When you are ready, the U.S. Copyright Office has a wonderful tutorial to help you with the process of registering your copyrights and information on bulk registering work that has already been published.
I do not have much hope for my own case unless I decide to proceed with litigation. Public pressure via social media could be effective but that also requires an investment of time and energy to manage. I am currently viewing my infringement case as an opportunity to educate others and practice living the mantra that “right action is taking place right now.” If you want to speak up about my case, I listed many ways in this post:
If you want to learn more about dealing with infringement come back tomorrow for a step-by-step guide to dealing with infringement by Lela Barker and mark your calendar for Thursday when Jessica will join us to talk about copyright and ethics at our next #OMHG chat! Please share any questions you would like to see covered in our chat and your supportive cheers for Jessica in the comments!
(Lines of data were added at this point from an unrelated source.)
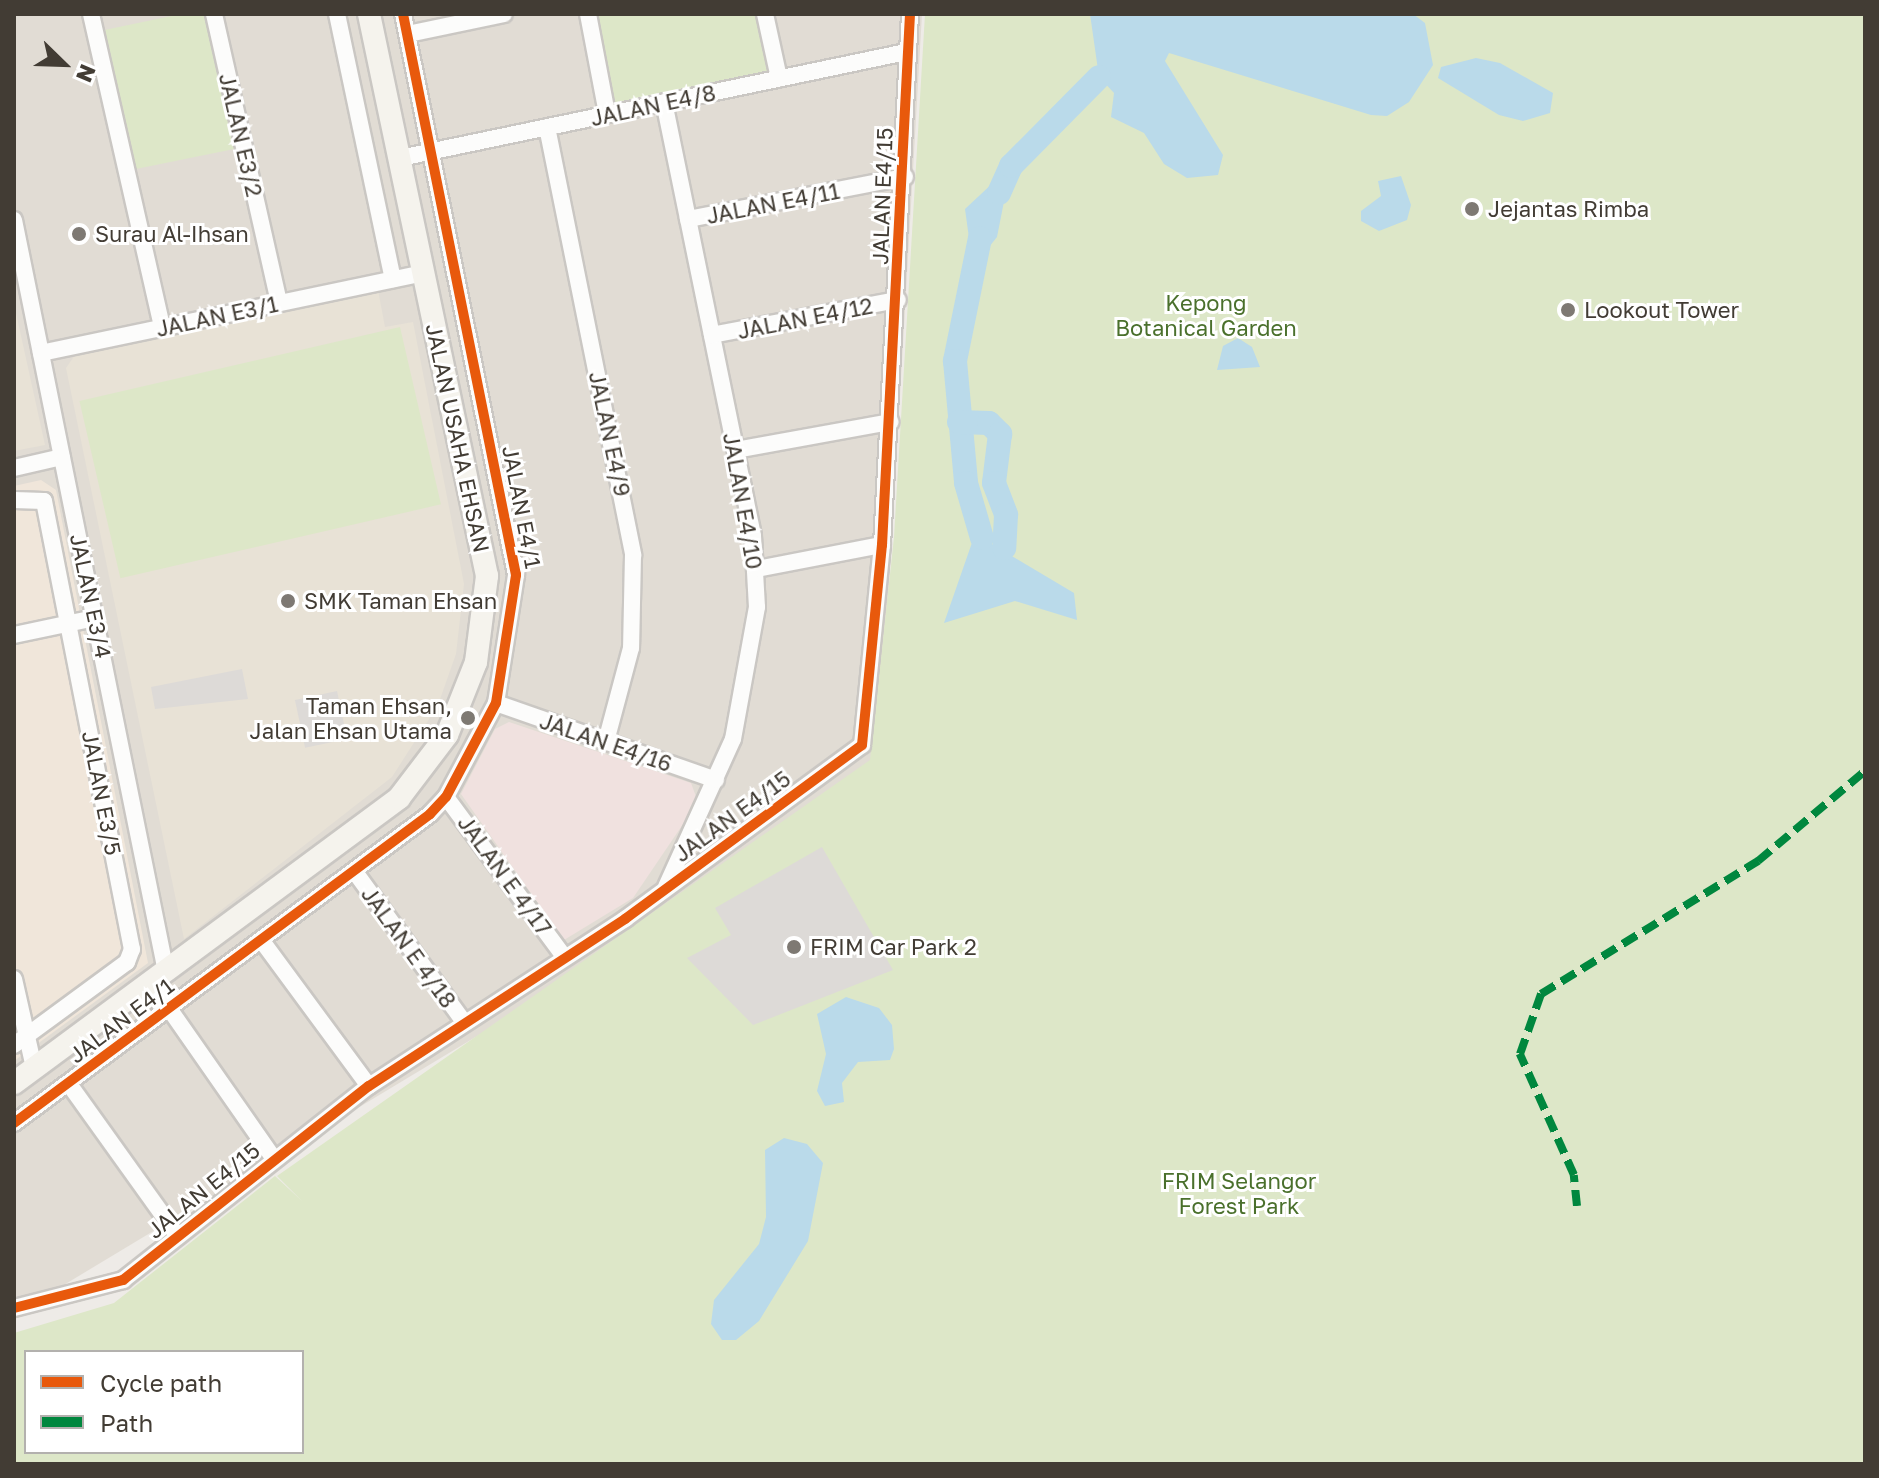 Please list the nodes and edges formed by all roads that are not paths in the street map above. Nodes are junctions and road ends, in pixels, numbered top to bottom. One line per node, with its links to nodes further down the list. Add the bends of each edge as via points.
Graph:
1 (91, 14): 25 (street)
2 (214, 14): 24 (street, JALAN E3/2)
3 (337, 14): 22 (street)
4 (369, 14): 17 (street, JALAN USAHA EHSAN)
5 (403, 14): 10 (street, JALAN E4/1)
6 (504, 14): 10 (street)
7 (588, 14): 14 (street)
8 (765, 14): 12 (street)
9 (910, 14): 11 (street, JALAN E4/15)
10 (408, 34): 16 (street, JALAN E4/1)
11 (906, 52): 12 (street, JALAN E4/8); 18 (street, JALAN E4/15)
12 (779, 78): 13 (street, JALAN E4/8)
13 (664, 102): 14 (street, JALAN E4/8); 19 (street, JALAN E4/10)
14 (607, 114): 15 (street, JALAN E4/8)
15 (547, 127): 16 (street, JALAN E4/8); 41 (street, JALAN E4/9, via 633,555 631,648)
16 (431, 151): 17 (street, JALAN E4/8); 35 (street, JALAN E4/1)
17 (400, 158): 21 (street, JALAN USAHA EHSAN)
18 (905, 177): 19 (street, JALAN E4/11); 23 (street, JALAN E4/15)
19 (688, 219): 26 (street, JALAN E4/10)
20 (14, 220): 27 (street, JALAN E3/4)
21 (424, 273): 22 (street, JALAN E3/1); 36 (street, JALAN USAHA EHSAN)
22 (393, 279): 24 (street, JALAN E3/1)
23 (898, 300): 26 (street, JALAN E4/12); 28 (street, JALAN E4/15)
24 (279, 303): 25 (street, JALAN E3/1)
25 (162, 327): 27 (street, JALAN E3/1)
26 (712, 335): 29 (street, JALAN E4/10)
27 (41, 353): 30 (street, JALAN E3/4)
28 (890, 422): 29 (street); 33 (street, JALAN E4/15)
29 (736, 450): 34 (street, JALAN E4/10)
30 (62, 457): 31 (street); 37 (street, JALAN E3/4)
31 (14, 468)
32 (14, 500): 38 (street, JALAN E3/5, via 44,501)
33 (882, 545): 34 (street); 45 (street, JALAN E4/15, via 862,745)
34 (757, 569): 42 (street, JALAN E4/10, via 749,676)
35 (516, 575): 36 (street, JALAN E4/1); 40 (street, JALAN E4/1)
36 (487, 576): 48 (street, JALAN USAHA EHSAN, via 486,619 464,697 408,788 353,837)
37 (95, 618): 38 (street); 48 (street, JALAN E3/4)
38 (69, 624): 39 (street); 52 (street, JALAN E3/5, via 132,949 127,962)
39 (14, 635)
40 (496, 703): 41 (street, JALAN E4/16); 43 (street, JALAN E4/1)
41 (606, 741): 42 (street, JALAN E4/16)
42 (716, 780): 45 (street, JALAN E4/10)
43 (446, 797): 44 (street, JALAN E4/1); 47 (street, JALAN E 4/17)
44 (355, 872): 46 (street, JALAN E4/1); 51 (street, JALAN E 4/18)
45 (665, 890): 47 (street, JALAN E4/15)
46 (262, 941): 50 (street, JALAN E4/1); 56 (street)
47 (562, 954): 51 (street, JALAN E4/15)
48 (159, 978): 50 (street, JALAN E3/4); 53 (street, JALAN USAHA EHSAN)
49 (14, 979): 52 (street)
50 (166, 1010): 55 (street, JALAN E4/1); 58 (street, JALAN E3/4)
51 (464, 1022): 56 (street, JALAN E4/15)
52 (20, 1040): 53 (street)
53 (34, 1068): 54 (street, JALAN USAHA EHSAN)
54 (14, 1083)
55 (69, 1084): 57 (street, JALAN E4/1); 59 (street)
56 (369, 1086): 58 (street, JALAN E4/15)
57 (14, 1123)
58 (274, 1159): 59 (street, JALAN E4/15)
59 (178, 1236): 60 (street, JALAN E4/15, via 113,1286)
60 (14, 1308)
Meet Jessica of Sweet Eventide!
My name is Jessica Nichols. I’m a fine art photographer living in Portland, OR with a focus on capturing the magic of the ordinary. My company Sweet Eventide Photography was established in 2009 and I sell prints and products on Etsy as well as license my work to other companies. My husband Jeff and I have one miracle child, Jaden who is about to turn 10. Jaden is our miracle because I was diagnosed in May 2000 with non-Hodgkins lymphoma when I was 29 years old. I have survived it four times now and it gives me the perspective I have on life which definitely gets expressed with my photography.